§ **Aim of the exercise**
In the listing below, look for "above" and copy every line that has it.

§ **Data for this exercise**
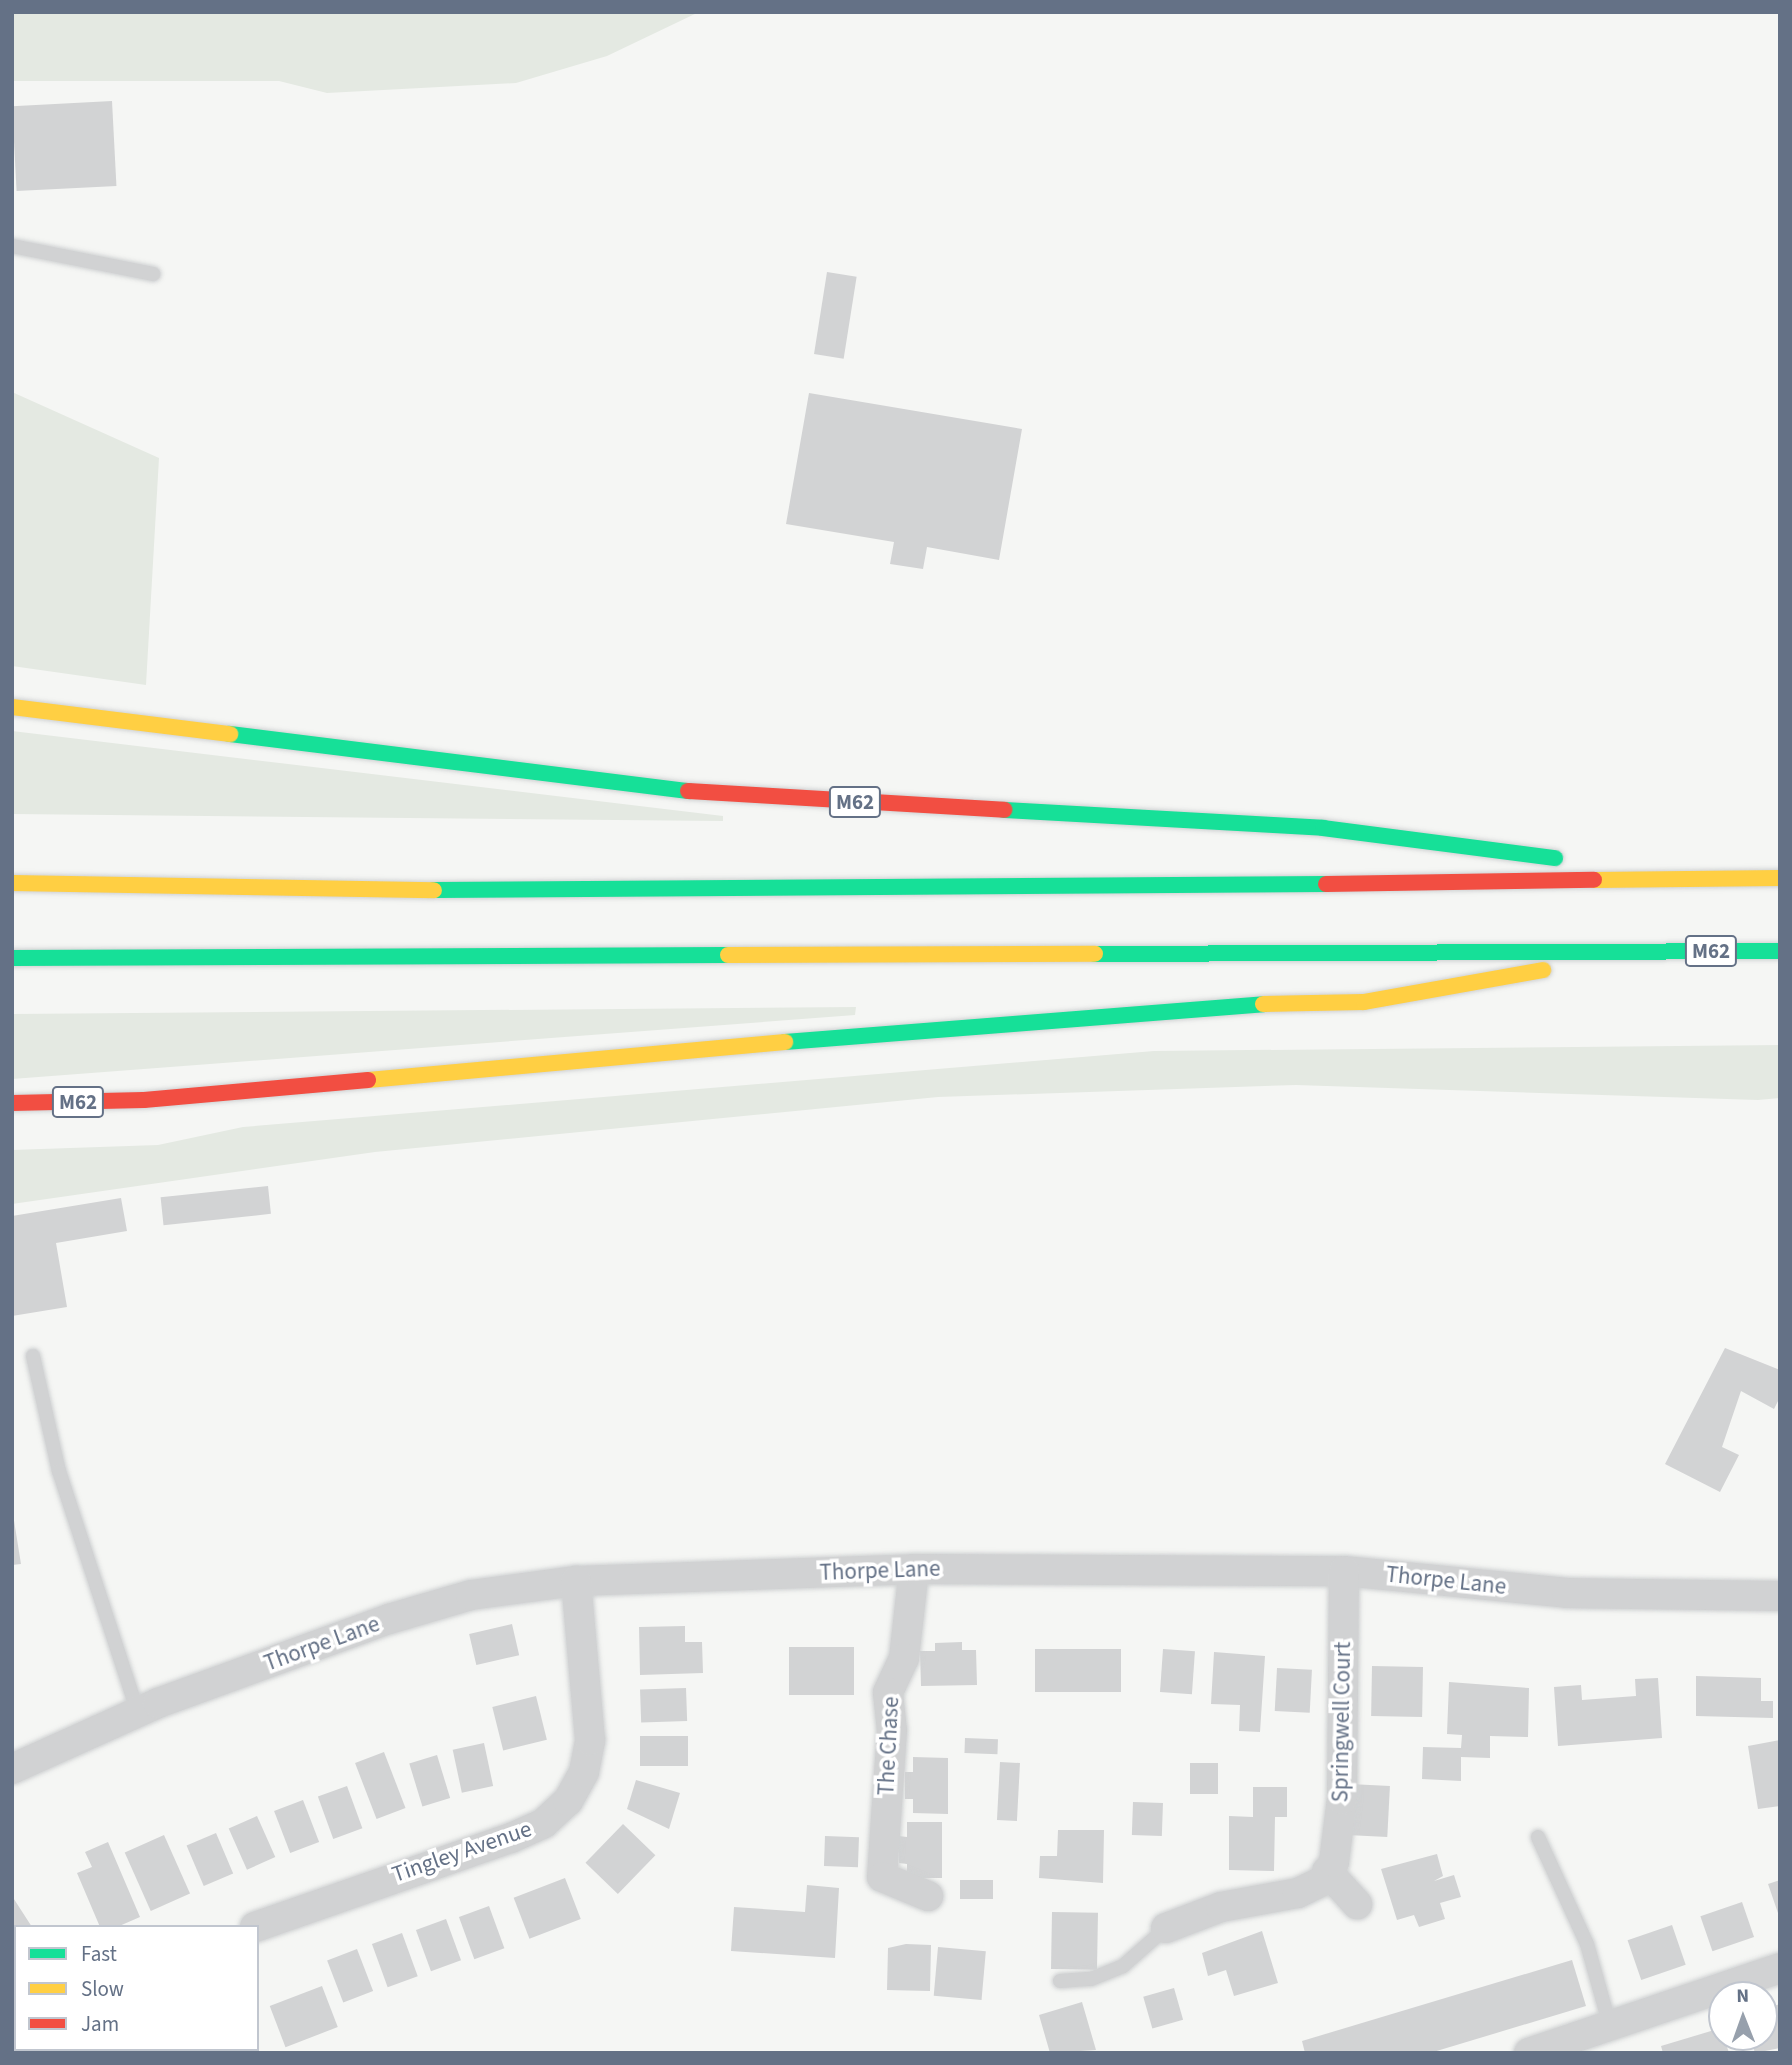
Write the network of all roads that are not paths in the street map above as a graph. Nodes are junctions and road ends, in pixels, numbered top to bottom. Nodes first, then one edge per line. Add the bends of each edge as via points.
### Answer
1 (12, 246) edge
2 (153, 274) dead end
3 (12, 707) edge
4 (1699, 877) junction
5 (1780, 878) edge
6 (12, 883) edge
7 (1780, 951) edge
8 (1643, 952) junction
9 (12, 958) edge
10 (12, 1103) edge
11 (33, 1356) dead end
12 (914, 1569) junction
13 (1344, 1571) junction
14 (576, 1581) junction
15 (1780, 1596) edge
16 (138, 1712) junction
17 (12, 1769) edge
18 (1538, 1836) dead end
19 (1327, 1871) junction
20 (928, 1896) dead end
21 (1357, 1904) dead end
22 (259, 1926) edge
23 (1166, 1928) joint
24 (1780, 1968) edge
25 (1060, 1980) dead end
26 (1612, 2039) edge
27 (1529, 2053) edge

1 - 2 lane
3 - 4 highway, M62 via 702,793 1322,828
4 - 5 highway, M62
4 - 6 highway, M62 via 579,893
7 - 8 highway, M62
8 - 9 highway, M62
8 - 10 highway, M62 via 1364,1002 1196,1005 144,1100
11 - 16 lane via 59,1471
12 - 13 street, Thorpe Lane
12 - 14 street, Thorpe Lane
12 - 20 street, The Chase via 904,1658 888,1693 892,1730 882,1877
13 - 15 street, Thorpe Lane via 1567,1593
13 - 19 street, Springwell Court via 1342,1799 1339,1842
14 - 16 street, Thorpe Lane via 471,1595 412,1612
14 - 22 street, Tingley Avenue via 590,1740 584,1772 568,1801 544,1823 512,1838
16 - 17 street, Thorpe Lane
18 - 26 lane via 1587,1944
19 - 21 street
19 - 23 street via 1323,1881 1298,1893 1221,1908
23 - 25 lane via 1124,1966 1091,1979
24 - 26 street
26 - 27 street

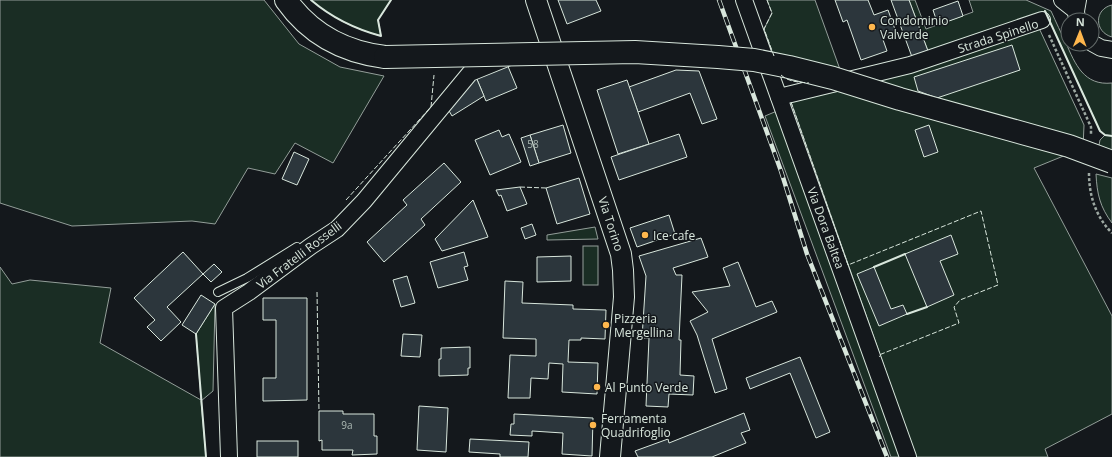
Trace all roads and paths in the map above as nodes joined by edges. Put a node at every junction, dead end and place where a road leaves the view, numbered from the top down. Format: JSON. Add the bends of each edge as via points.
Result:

§ **Final answer**
Write the network of all roads that are not paths in the street map above as a graph. Nodes are junctions and road ends, in pixels, numbered top to bottom. Nodes first, then one edge per line. Add the bends of each edge as via points.
Trace all roads and paths in the map above as nodes joined by edges. Put a node at every junction, dead end and place where a road leaves the view, numbered from the top down. Format: JSON. Add the bends of each edge as via points.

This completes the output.